While the response to offsets has been better than that of allowances (with five transactions as of May 29, totaling 279,658 tonnes), analysts at research firm Point Carbon warn that offsets, too, are in short supply as the compliance market only allows for the use of domestic offsets. The Ministry of Environment began issuing Korean domestic offset units (KOCs) from pre-existing Certified Emissions Reductions (CER) offsets in April, meaning questions remain about the size and scope of offsets to be issued.

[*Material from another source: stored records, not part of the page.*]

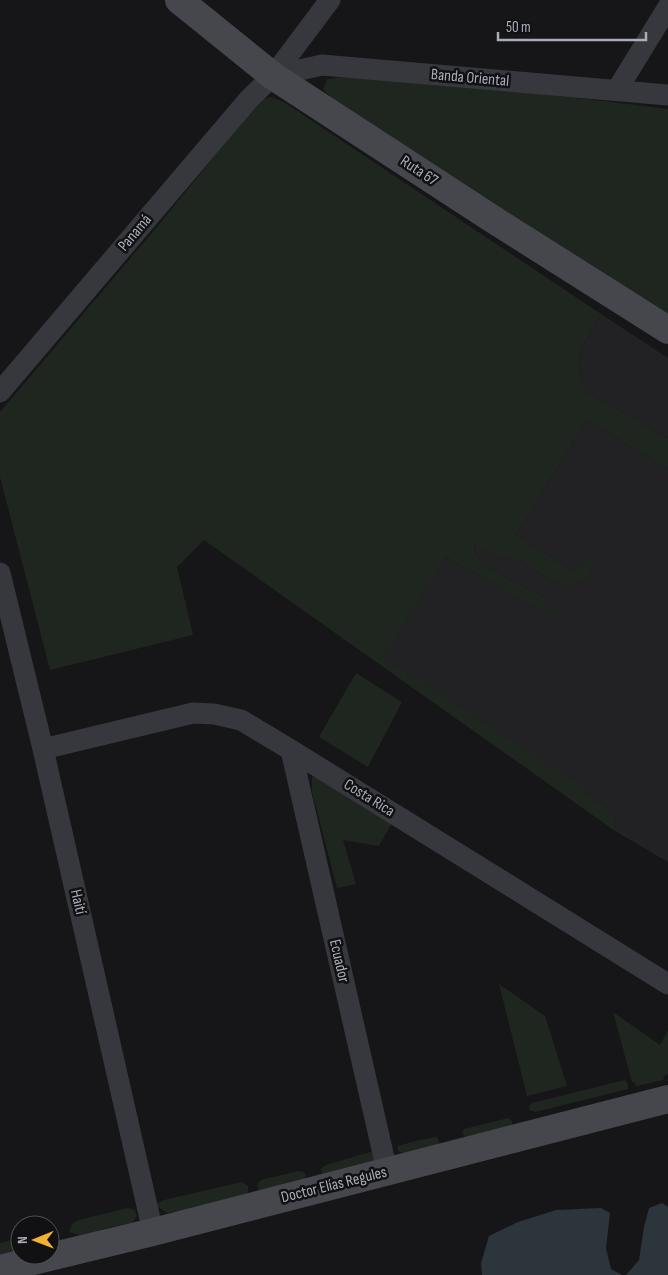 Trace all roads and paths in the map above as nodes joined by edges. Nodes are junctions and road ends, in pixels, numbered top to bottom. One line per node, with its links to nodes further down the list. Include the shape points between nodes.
1 (179, 0): 4 (street, Ruta 67)
2 (330, 0): 4 (street, Panamá)
3 (668, 7): 5 (street)
4 (273, 76): 5 (street, Banda Oriental, via 322,65); 7 (street, Ruta 67); 8 (street, Panamá, via 249,98)
5 (617, 90): 6 (street, Banda Oriental)
6 (668, 96)
7 (668, 330)
8 (0, 392)
9 (0, 573): 10 (street, Haití)
10 (43, 749): 11 (street, Costa Rica, via 193,713 241,720); 15 (street, Haití)
11 (292, 750): 12 (street, Costa Rica); 14 (street, Ecuador)
12 (668, 984)
13 (668, 1099): 14 (street, Doctor Elías Regules)
14 (387, 1171): 15 (street, Doctor Elías Regules)
15 (153, 1232): 16 (street, Doctor Elías Regules)
16 (0, 1269) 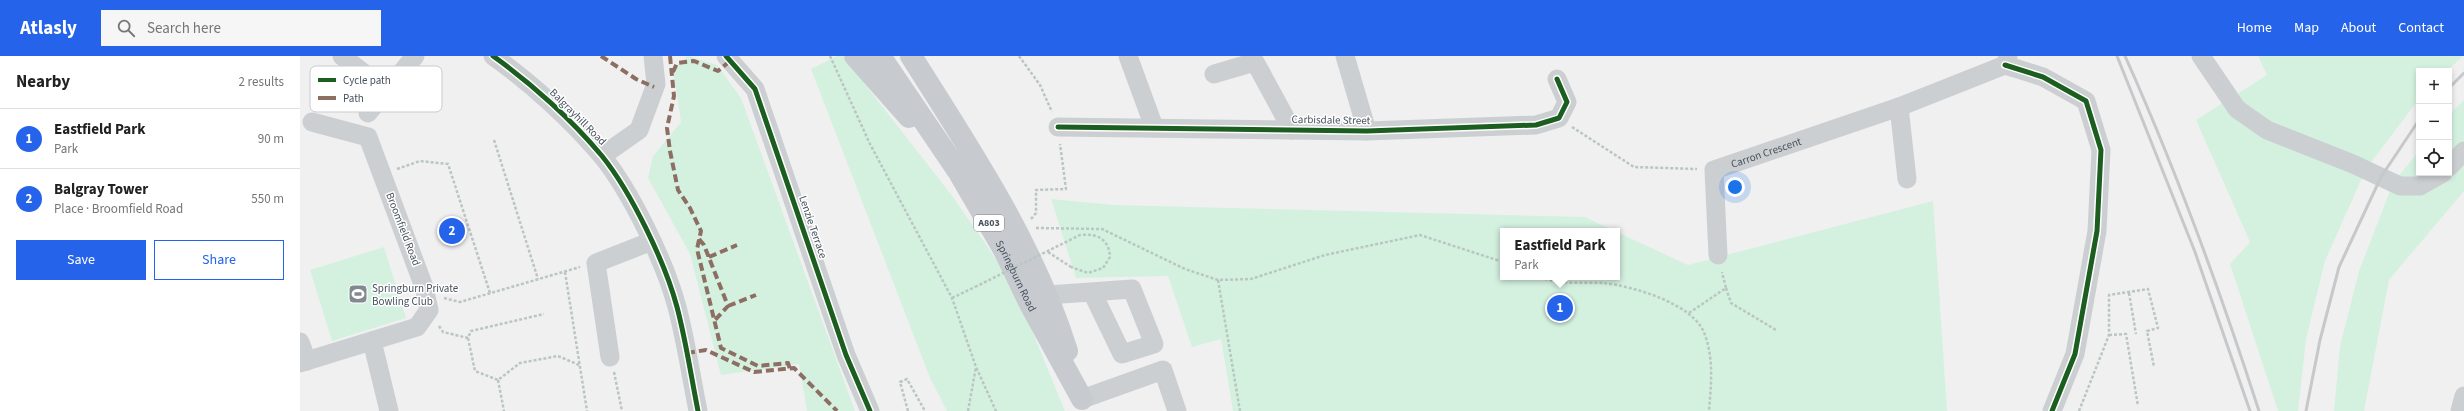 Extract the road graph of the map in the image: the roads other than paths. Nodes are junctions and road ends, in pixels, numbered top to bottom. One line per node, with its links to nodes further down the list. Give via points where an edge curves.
1 (342, 56): 13 (street)
2 (415, 56): 14 (street)
3 (493, 56): 24 (street, Balgrayhill Road, via 546,99)
4 (653, 56): 24 (street, via 656,84 639,130)
5 (726, 56): 41 (street, Lenzie Terrace, via 755,89 846,355)
6 (854, 56): 26 (main road)
7 (880, 56): 26 (main road, Springburn Road / A803)
8 (911, 56): 32 (main road, Springburn Road / A803, via 1002,201)
9 (1128, 56): 20 (street)
10 (1345, 56): 22 (street)
11 (2201, 56): 27 (street, via 2237,109 2267,130 2353,164 2400,186 2420,186)
12 (2007, 61): 17 (street, Carron Crescent); 43 (street, via 2086,101 2101,150 2096,231 2075,354)
13 (355, 66)
14 (406, 66)
15 (1214, 74): 21 (street, via 1255,62)
16 (1557, 79): 22 (street, Carbisdale Street, via 1567,102 1559,118 1536,125)
17 (1899, 107): 28 (street); 30 (street, Carron Crescent, via 1714,170)
18 (312, 122): 33 (street, Broomfield Road, via 368,137 424,287 429,310 417,327)
19 (1058, 127): 20 (street, Carbisdale Street)
20 (1154, 127): 21 (street, Carbisdale Street)
21 (1292, 130): 22 (street, Carbisdale Street)
22 (1366, 131)
23 (2464, 150): 25 (street)
24 (602, 156): 29 (street, Balgrayhill Road, via 632,203)
25 (2452, 164)
26 (958, 171): 38 (main road, Springburn Road / A803, via 1004,250)
27 (2438, 176)
28 (1907, 179)
29 (652, 241): 35 (street, via 596,263); 40 (street, Balgrayhill Road, via 676,306)
30 (1718, 255)
31 (1092, 292): 32 (street)
32 (1048, 295): 38 (main road, Springburn Road / A803)
33 (372, 341): 36 (street); 39 (street)
34 (300, 342): 36 (street)
35 (610, 357)
36 (303, 362)
37 (2464, 396): 44 (street)
38 (1085, 405): 42 (street, via 1163,370)
39 (389, 411)
40 (698, 411)
41 (870, 411)
42 (1177, 411)
43 (2052, 411)
44 (2460, 411) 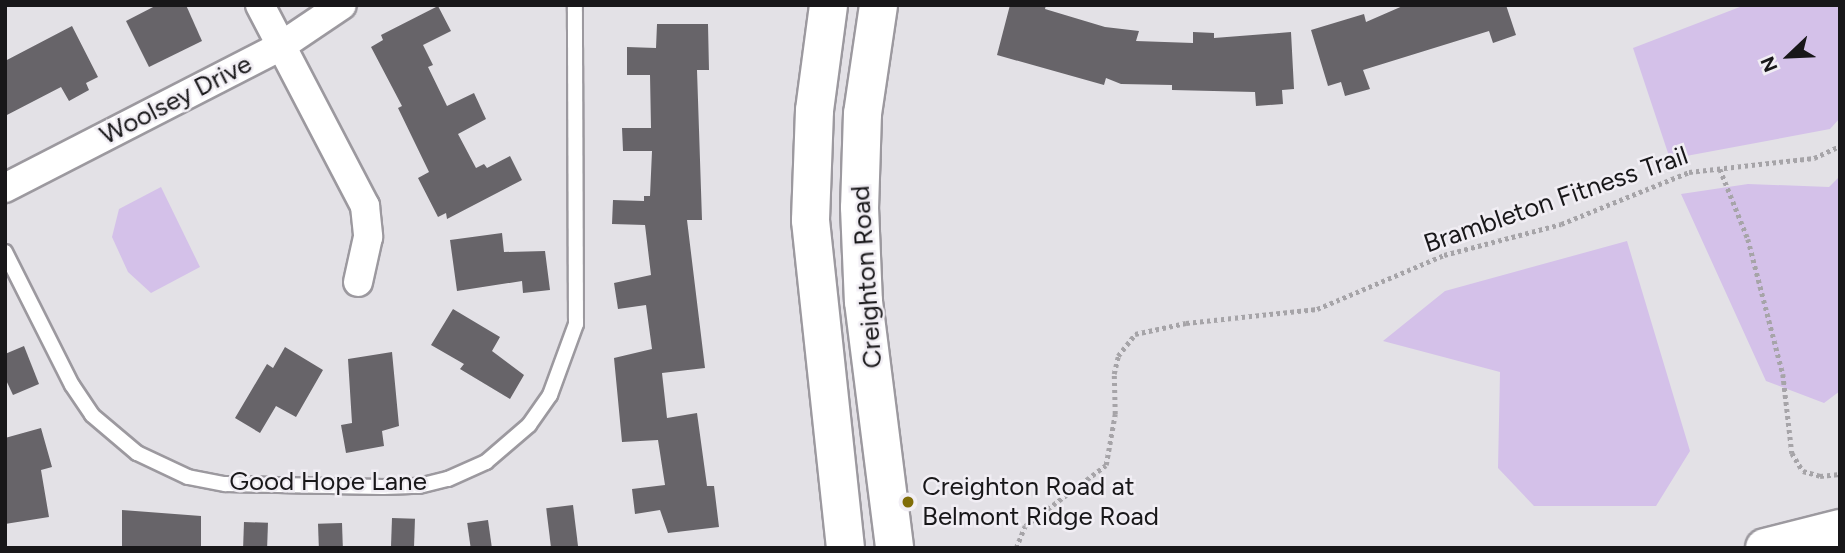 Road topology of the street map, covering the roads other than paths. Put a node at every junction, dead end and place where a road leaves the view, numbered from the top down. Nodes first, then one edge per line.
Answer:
1 (260, 5) edge
2 (341, 5) edge
3 (575, 5) edge
4 (828, 5) edge
5 (878, 5) edge
6 (281, 46) junction
7 (5, 188) edge
8 (5, 252) edge
9 (358, 282) dead end
10 (1840, 529) edge
11 (845, 548) edge
12 (894, 548) edge
13 (1765, 548) edge

1 - 6 street
2 - 6 street, Woolsey Drive
3 - 8 lane, Good Hope Lane
4 - 11 street, Creighton Road
5 - 12 street, Creighton Road
6 - 7 street, Woolsey Drive
6 - 9 street
10 - 13 main road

So far, the ministry has converted around 1.9 million CERs. A total of 91 domestic Clean Development Mechanism projects might be converted to provide 42 MtCO2e, according to Kim. But analysts at Point Carbon estimate only 20 million offsets could make the cut (excluding HFC 23 and N20 adipic acid projects, which are offset types that other governments have ruled problematic and excluded from use).

This potential shortage could change in Phase III of the ETS (2021-2025), when up to 50% of total offsets allowed may be international in origin.

In the meantime, Kim predicts that the use of offsets will become more widespread next year after compliance entities have sorted out the allowance issue since offsetting is really the only option for large emitters to meet their targets without sacrificing business growth.

“For now, since we just implemented the emissions trading scheme, big companies are busy fighting to get more allowance-based emissions reductions,” he said. “But they will turn their face to project-based emissions reductions related to the offsets at the end of next year.

Note: This article has been updated as of June 2, 2015 with new information regarding the amount of allowances and offsets transacted in South Korea and the names of industry associations involved in the lawsuit against the government, courtesy of Dong-Ho Lee, Researcher and Ph.D candidate at the Department of Forest Services, Seoul National University.